[Data extracted from a collection]
----
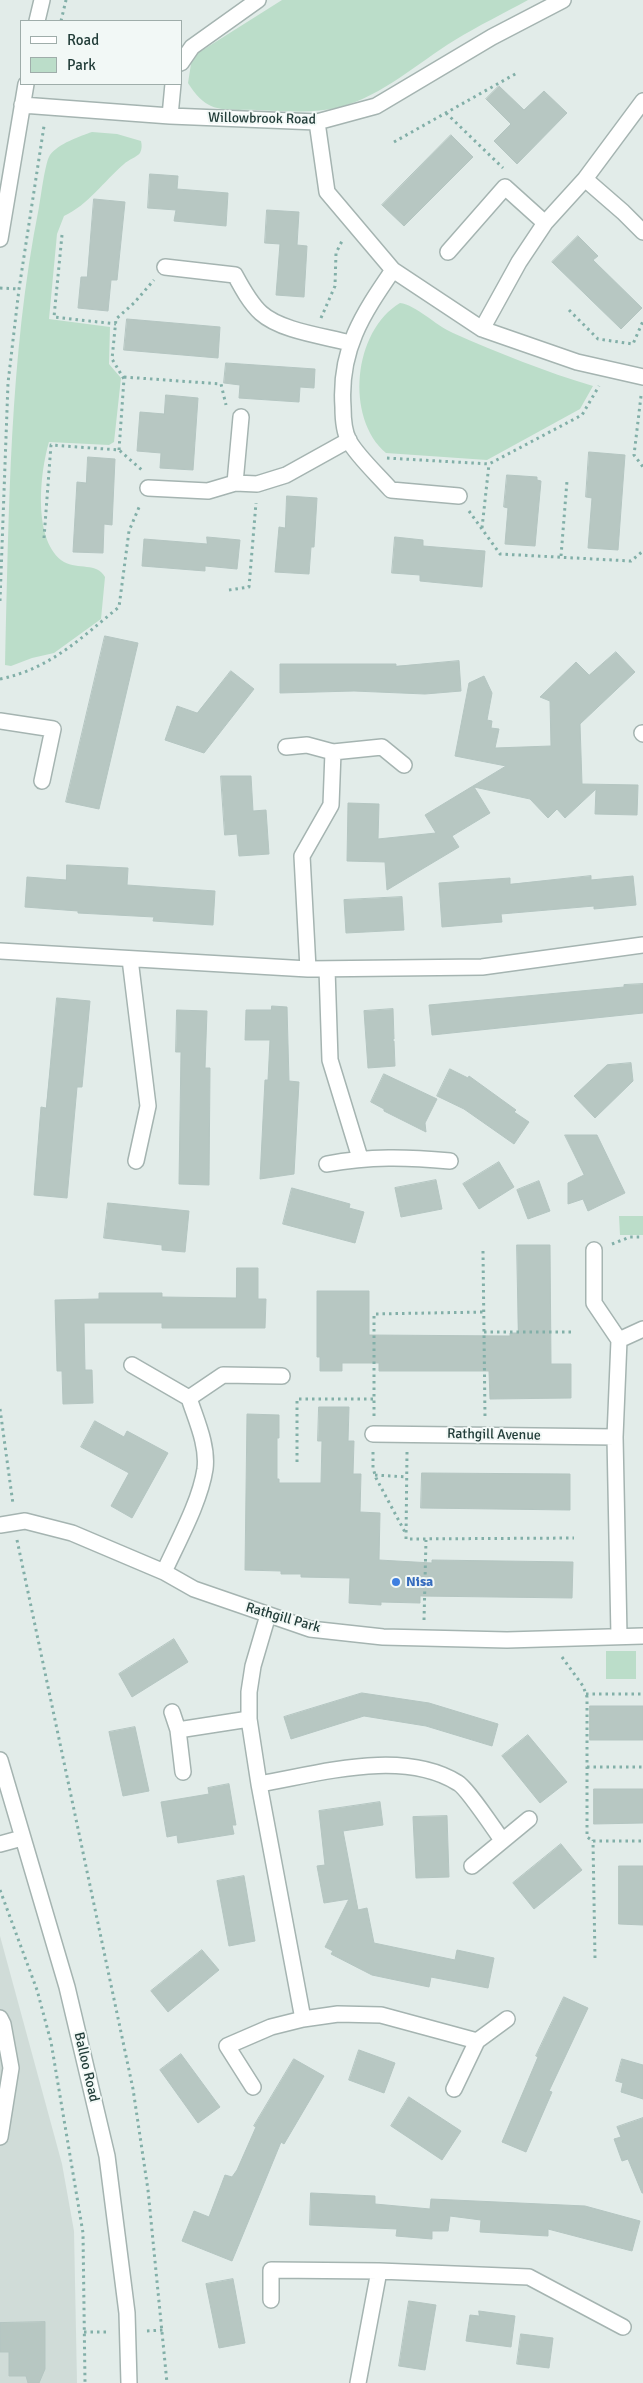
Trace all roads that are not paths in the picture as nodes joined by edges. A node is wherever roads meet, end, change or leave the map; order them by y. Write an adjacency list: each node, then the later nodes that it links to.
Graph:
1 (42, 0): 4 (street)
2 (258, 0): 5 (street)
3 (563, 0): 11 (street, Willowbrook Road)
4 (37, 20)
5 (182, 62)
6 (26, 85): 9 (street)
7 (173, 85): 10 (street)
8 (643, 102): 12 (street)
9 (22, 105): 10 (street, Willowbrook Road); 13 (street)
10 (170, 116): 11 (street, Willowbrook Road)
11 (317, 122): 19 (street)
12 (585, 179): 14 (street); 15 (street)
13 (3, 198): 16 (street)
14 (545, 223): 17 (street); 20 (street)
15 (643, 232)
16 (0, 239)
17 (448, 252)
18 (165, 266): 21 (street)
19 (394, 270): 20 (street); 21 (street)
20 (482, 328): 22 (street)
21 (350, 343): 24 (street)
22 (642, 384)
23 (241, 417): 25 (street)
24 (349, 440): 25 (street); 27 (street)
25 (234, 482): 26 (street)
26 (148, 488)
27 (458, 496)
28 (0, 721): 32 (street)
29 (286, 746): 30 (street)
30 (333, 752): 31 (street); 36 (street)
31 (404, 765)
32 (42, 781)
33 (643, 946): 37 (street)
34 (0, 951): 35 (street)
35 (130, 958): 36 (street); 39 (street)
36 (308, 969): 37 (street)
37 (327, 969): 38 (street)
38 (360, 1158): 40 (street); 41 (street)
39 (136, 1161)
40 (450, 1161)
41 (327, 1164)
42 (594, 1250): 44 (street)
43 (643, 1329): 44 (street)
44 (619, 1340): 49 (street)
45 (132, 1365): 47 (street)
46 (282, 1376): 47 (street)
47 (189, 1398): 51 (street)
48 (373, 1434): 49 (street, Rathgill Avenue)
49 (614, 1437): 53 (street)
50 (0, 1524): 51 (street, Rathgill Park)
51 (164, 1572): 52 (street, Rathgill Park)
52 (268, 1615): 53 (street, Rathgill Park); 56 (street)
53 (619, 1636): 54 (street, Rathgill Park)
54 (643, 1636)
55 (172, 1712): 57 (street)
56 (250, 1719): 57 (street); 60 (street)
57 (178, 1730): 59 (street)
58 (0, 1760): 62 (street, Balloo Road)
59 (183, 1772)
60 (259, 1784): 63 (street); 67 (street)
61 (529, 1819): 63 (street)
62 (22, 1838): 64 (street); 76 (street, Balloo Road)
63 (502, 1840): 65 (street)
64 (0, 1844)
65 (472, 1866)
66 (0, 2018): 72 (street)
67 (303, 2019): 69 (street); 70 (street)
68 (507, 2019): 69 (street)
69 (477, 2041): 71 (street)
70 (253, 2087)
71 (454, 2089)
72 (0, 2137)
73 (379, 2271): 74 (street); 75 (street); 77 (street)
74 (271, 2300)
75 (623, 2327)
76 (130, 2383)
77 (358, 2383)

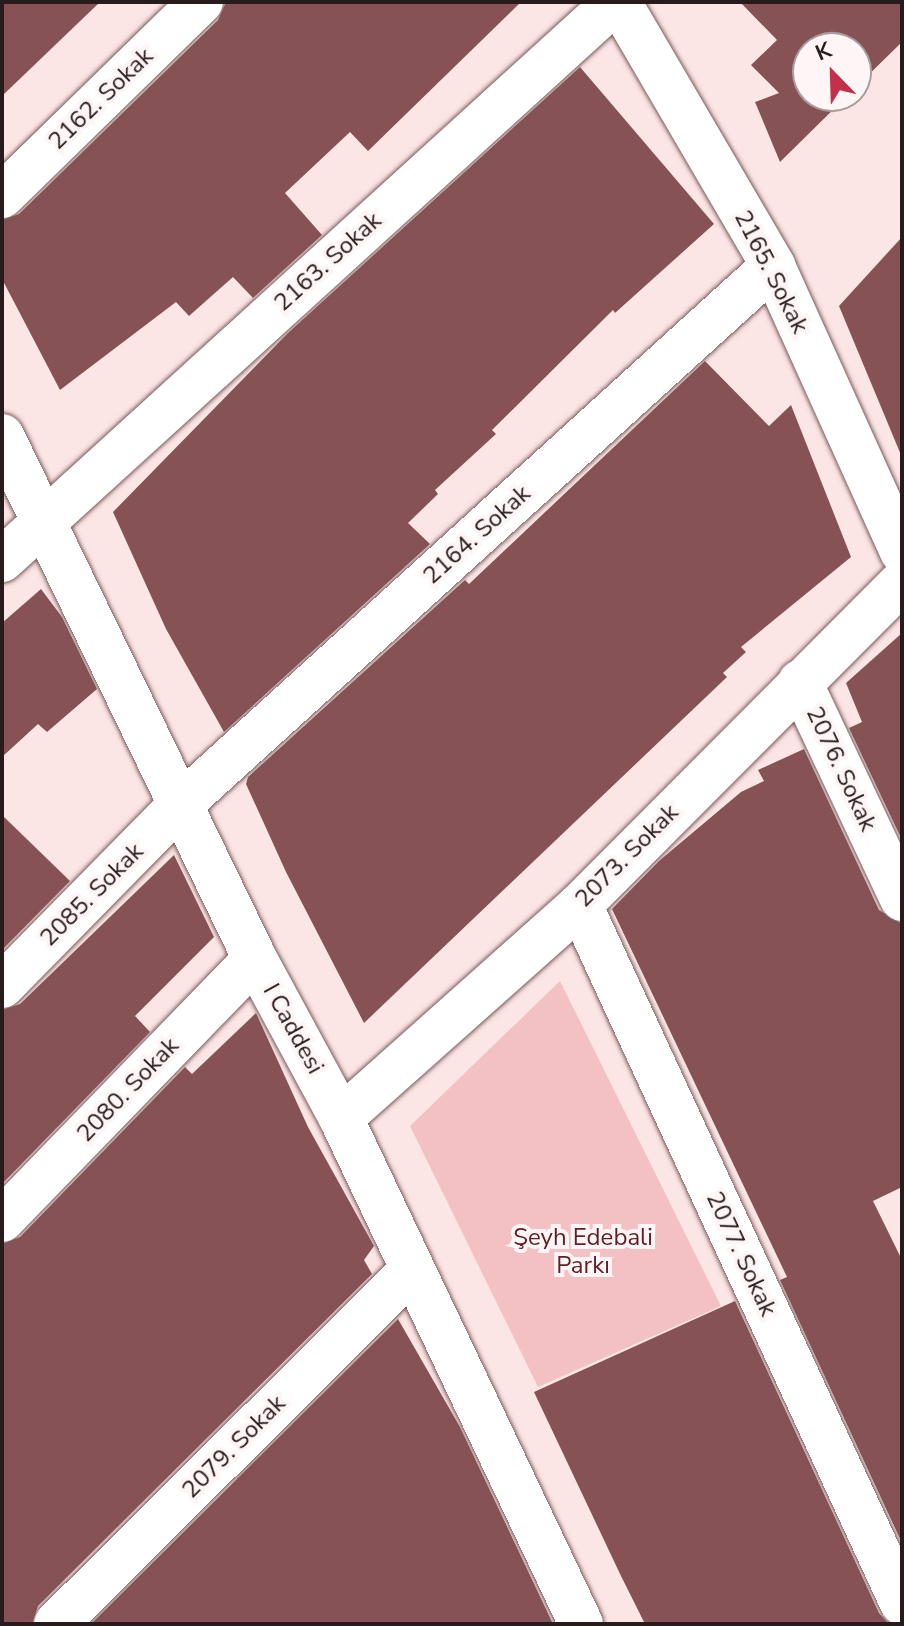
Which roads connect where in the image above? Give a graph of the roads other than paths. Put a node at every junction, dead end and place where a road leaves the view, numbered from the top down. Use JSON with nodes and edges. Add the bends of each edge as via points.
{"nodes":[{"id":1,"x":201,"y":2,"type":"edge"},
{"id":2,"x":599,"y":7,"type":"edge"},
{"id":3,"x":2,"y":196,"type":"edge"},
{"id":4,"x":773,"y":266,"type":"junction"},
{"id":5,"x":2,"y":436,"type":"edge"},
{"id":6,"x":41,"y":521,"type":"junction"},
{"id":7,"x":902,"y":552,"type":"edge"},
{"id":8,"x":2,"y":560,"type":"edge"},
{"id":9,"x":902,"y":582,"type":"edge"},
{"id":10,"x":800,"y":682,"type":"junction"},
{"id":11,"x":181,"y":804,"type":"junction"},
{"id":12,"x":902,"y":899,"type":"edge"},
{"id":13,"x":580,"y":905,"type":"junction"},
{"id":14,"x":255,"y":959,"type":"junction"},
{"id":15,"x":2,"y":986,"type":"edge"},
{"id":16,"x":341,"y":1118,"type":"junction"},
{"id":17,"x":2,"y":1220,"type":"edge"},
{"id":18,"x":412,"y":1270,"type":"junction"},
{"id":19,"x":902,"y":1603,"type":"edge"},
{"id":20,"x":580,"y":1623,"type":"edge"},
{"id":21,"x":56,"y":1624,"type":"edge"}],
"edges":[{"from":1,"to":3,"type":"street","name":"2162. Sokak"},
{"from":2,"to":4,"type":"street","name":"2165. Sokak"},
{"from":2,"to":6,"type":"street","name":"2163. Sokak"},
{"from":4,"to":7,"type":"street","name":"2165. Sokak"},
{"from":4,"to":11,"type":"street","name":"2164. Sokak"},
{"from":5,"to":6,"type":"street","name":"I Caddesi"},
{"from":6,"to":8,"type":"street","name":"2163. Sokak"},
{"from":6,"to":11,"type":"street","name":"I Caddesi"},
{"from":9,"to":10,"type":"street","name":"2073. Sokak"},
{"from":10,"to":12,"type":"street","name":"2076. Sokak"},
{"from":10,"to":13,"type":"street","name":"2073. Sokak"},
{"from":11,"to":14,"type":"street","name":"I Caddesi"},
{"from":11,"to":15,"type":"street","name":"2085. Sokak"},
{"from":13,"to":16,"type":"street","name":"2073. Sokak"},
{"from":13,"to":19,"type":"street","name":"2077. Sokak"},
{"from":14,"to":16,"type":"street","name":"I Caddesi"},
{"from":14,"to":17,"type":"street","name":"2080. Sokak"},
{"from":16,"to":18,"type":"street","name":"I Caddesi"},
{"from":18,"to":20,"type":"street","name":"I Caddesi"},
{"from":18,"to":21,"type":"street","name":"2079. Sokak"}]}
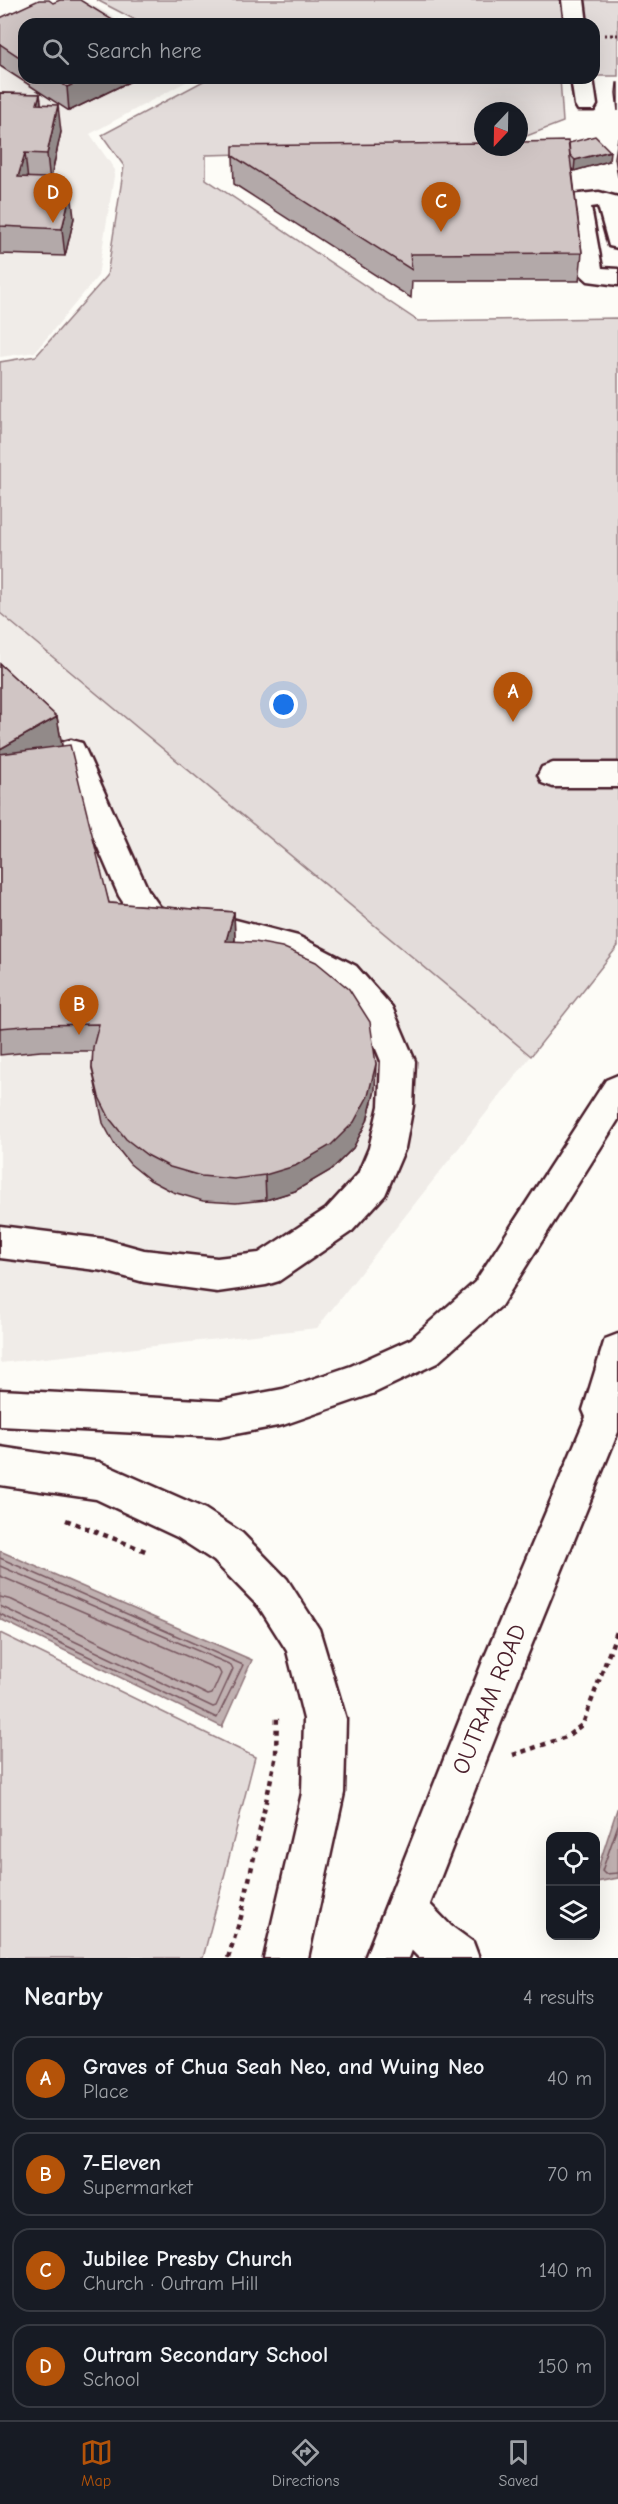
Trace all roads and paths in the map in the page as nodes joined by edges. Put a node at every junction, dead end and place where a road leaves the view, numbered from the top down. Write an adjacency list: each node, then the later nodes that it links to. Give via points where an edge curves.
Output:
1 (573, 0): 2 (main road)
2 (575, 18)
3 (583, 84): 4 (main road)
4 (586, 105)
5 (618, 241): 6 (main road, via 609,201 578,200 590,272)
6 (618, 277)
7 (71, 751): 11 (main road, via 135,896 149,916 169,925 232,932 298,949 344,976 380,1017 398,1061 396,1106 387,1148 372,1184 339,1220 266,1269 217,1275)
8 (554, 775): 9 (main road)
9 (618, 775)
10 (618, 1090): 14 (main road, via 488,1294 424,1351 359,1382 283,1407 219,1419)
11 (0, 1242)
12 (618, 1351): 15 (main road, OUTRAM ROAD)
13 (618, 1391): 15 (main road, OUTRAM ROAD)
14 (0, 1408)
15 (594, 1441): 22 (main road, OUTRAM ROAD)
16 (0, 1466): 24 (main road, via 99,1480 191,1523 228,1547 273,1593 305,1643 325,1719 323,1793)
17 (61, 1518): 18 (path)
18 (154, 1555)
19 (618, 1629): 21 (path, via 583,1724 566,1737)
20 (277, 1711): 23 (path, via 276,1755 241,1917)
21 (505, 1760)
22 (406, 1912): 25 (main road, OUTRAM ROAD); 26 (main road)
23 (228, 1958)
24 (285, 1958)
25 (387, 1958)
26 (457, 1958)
----
== WHAT TO PRODUCE ==
Search the records above for the word "later", then say how many lines contain it. Give the number alone.

== ANSWER SPACE ==
2